Is \p{EastAsianFullwidth} worth implementing?

2002-09-18 Thread Autrijus Tang

Hi there.  Recently I need to do some hacking based on the EastAsianWidth
property (cf. http://www.unicode.org/unicode/reports/tr11/) of unicode
characters.  Naturally, I tried the regular expression \p{} and \P{} syntax,
with no avail.

Naturally, I can hack up a local patch to unicore/{Canonical,Exact}.pl
and parse the yet-unused unicore/EastAsianWidth.txt to add the desired
properties in, namely (better names welcome):

\p{En}  \p{EastAsianNeutral}
\p{Ea}  \p{EastAsianAmbiguous}
\p{Eh}  \p{EastAsianHalfwidth}
\p{Ew}  \p{EastAsianWide}
\p{Ef}  \p{EastAsianFullwidth}
\p{Ena} \p{EastAsianNarrow}

But as it overrides core modules's behaviours, I'd hesitate to release it
as a CPAN module (Unicode::EastAsianWidth), but rather suggest it to
be included in core perl.

Are there any hidden drawbacks or other problems with this idea?

Thanks,
/Autrijus/



msg01446/pgp0.pgp
Description: PGP signature


Re: Is \p{EastAsianFullwidth} worth implementing?

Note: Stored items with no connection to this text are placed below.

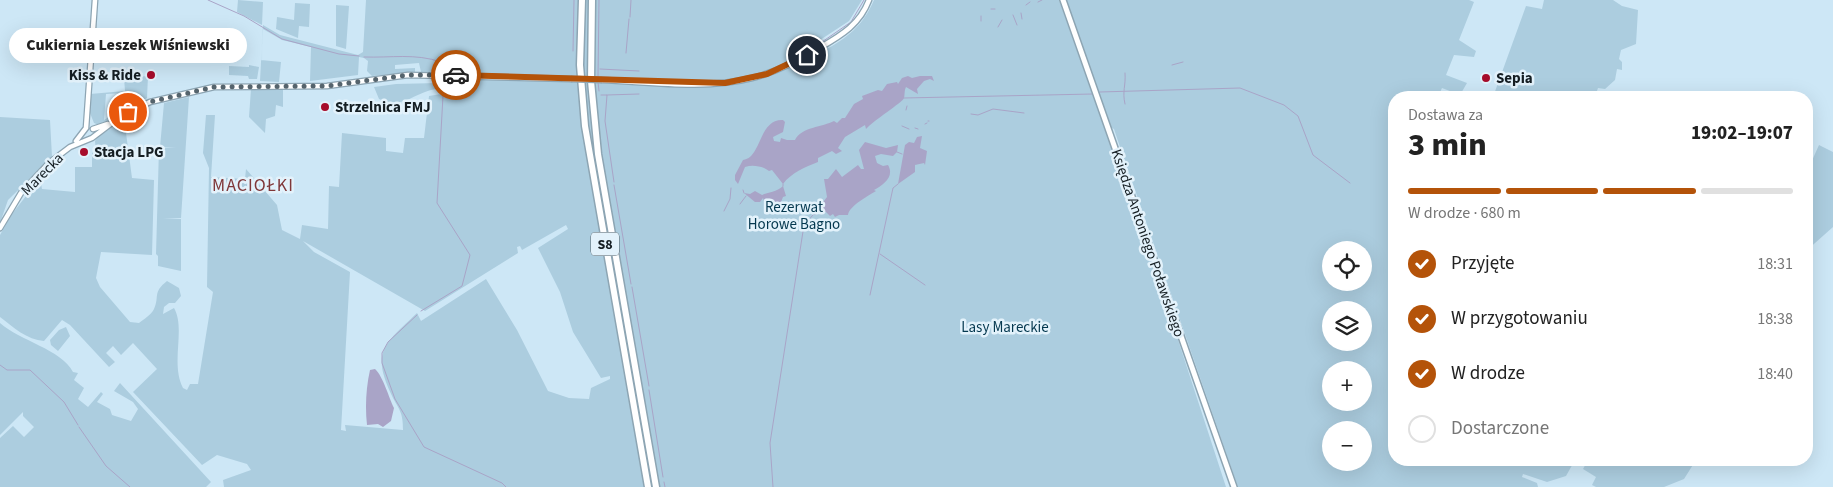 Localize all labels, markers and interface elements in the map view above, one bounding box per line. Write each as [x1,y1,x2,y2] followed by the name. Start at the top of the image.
[9,27,247,62] callout: Cukiernia Leszek Wiśniewski
[26,34,230,56] text: Cukiernia Leszek Wiśniewski
[786,34,828,76] pin
[793,41,821,69] icon: home
[431,50,481,100] courier
[442,61,470,89] icon: car
[69,65,141,86] place label: Kiss & Ride
[1496,68,1533,89] place label: Sepia
[145,69,157,81] marker: Kiss & Ride
[1480,72,1492,84] marker: Sepia
[107,91,149,133] pin
[335,97,431,118] place label: Strzelnica FMJ
[114,98,142,126] icon: bag
[319,101,331,113] marker: Strzelnica FMJ
[1408,104,1483,126] text: Dostawa za
[1691,120,1793,147] text: 19:02–19:07
[1408,122,1487,168] text: 3 min
[94,142,164,163] place label: Stacja LPG
[78,146,90,158] marker: Stacja LPG
[1105,146,1190,340] street label: Księdza Antoniego Poławskiego
[16,148,68,200] street label: Marecka
[212,173,294,198] district label: MACIOŁKI
[748,197,840,235] park label: Rezerwat Horowe Bagno
[1408,202,1521,224] text: W drodze · 680 m
[591,232,619,255] road number: S8
[1322,241,1372,471] map controls
[1322,241,1372,291] button: locate
[1408,250,1436,278] icon: check
[1451,250,1514,277] text: Przyjęte
[1757,253,1793,275] text: 18:31
[1322,301,1372,351] button: layers
[1408,305,1436,333] icon: check
[1451,305,1588,332] text: W przygotowaniu
[1757,308,1793,330] text: 18:38
[961,317,1049,338] park label: Lasy Mareckie
[1408,360,1436,388] icon: check
[1451,360,1525,387] text: W drodze
[1322,361,1372,411] button: +
[1757,363,1793,385] text: 18:40
[1451,415,1549,442] text: Dostarczone
[1322,421,1372,471] button: −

2002-09-18 Thread Dan Kogai

On Thursday, Sep 19, 2002, at 11:39 Asia/Tokyo, Autrijus Tang wrote:
> Hi there.  Recently I need to do some hacking based on the 
> EastAsianWidth
> property (cf. http://www.unicode.org/unicode/reports/tr11/) of unicode
> characters.  Naturally, I tried the regular expression \p{} and \P{} 
> syntax,
> with no avail.

Come to think of EastAsianWidth,  I needed that property when I wrote 
unidump (under Encode/bin, not installed by default).  It looks like as 
follows;

 # Generated out of lib/unicore/EastAsianWidth.txt
 # will it work ?
 #
 our $IsFullWidth =
 qr/^[
  \x{1100}-\x{1159}
  \x{115F}-\x{115F}
  \x{2329}-\x{232A}
  \x{2E80}-\x{2E99}
  \x{2E9B}-\x{2EF3}
  \x{2F00}-\x{2FD5}
  \x{2FF0}-\x{2FFB}
  \x{3000}-\x{303E}
  \x{3041}-\x{3096}
  \x{3099}-\x{30FF}
  \x{3105}-\x{312C}
  \x{3131}-\x{318E}
  \x{3190}-\x{31B7}
  \x{31F0}-\x{321C}
  \x{3220}-\x{3243}
  \x{3251}-\x{327B}
  \x{327F}-\x{32CB}
  \x{32D0}-\x{32FE}
  \x{3300}-\x{3376}
  \x{337B}-\x{33DD}
  \x{3400}-\x{4DB5}
  \x{4E00}-\x{9FA5}
  \x{33E0}-\x{33FE}
  \x{A000}-\x{A48C}
  \x{AC00}-\x{D7A3}
  \x{A490}-\x{A4C6}
  \x{F900}-\x{FA2D}
  \x{FA30}-\x{FA6A}
  \x{FE30}-\x{FE46}
  \x{FE49}-\x{FE52}
  \x{FE54}-\x{FE66}
  \x{FE68}-\x{FE6B}
  \x{FF01}-\x{FF60}
  \x{FFE0}-\x{FFE6}
  \x{2}-\x{2A6D6}
  ]$/xo;

> Naturally, I can hack up a local patch to unicore/{Canonical,Exact}.pl
> and parse the yet-unused unicore/EastAsianWidth.txt to add the desired
> properties in, namely (better names welcome):
>
>   \p{En}  \p{EastAsianNeutral}
>   \p{Ea}  \p{EastAsianAmbiguous}
>   \p{Eh}  \p{EastAsianHalfwidth}
>   \p{Ew}  \p{EastAsianWide}
>   \p{Ef}  \p{EastAsianFullwidth}
>   \p{Ena} \p{EastAsianNarrow}
>
> But as it overrides core modules's behaviours, I'd hesitate to release 
> it
> as a CPAN module (Unicode::EastAsianWidth), but rather suggest it to
> be included in core perl.
>
> Are there any hidden drawbacks or other problems with this idea?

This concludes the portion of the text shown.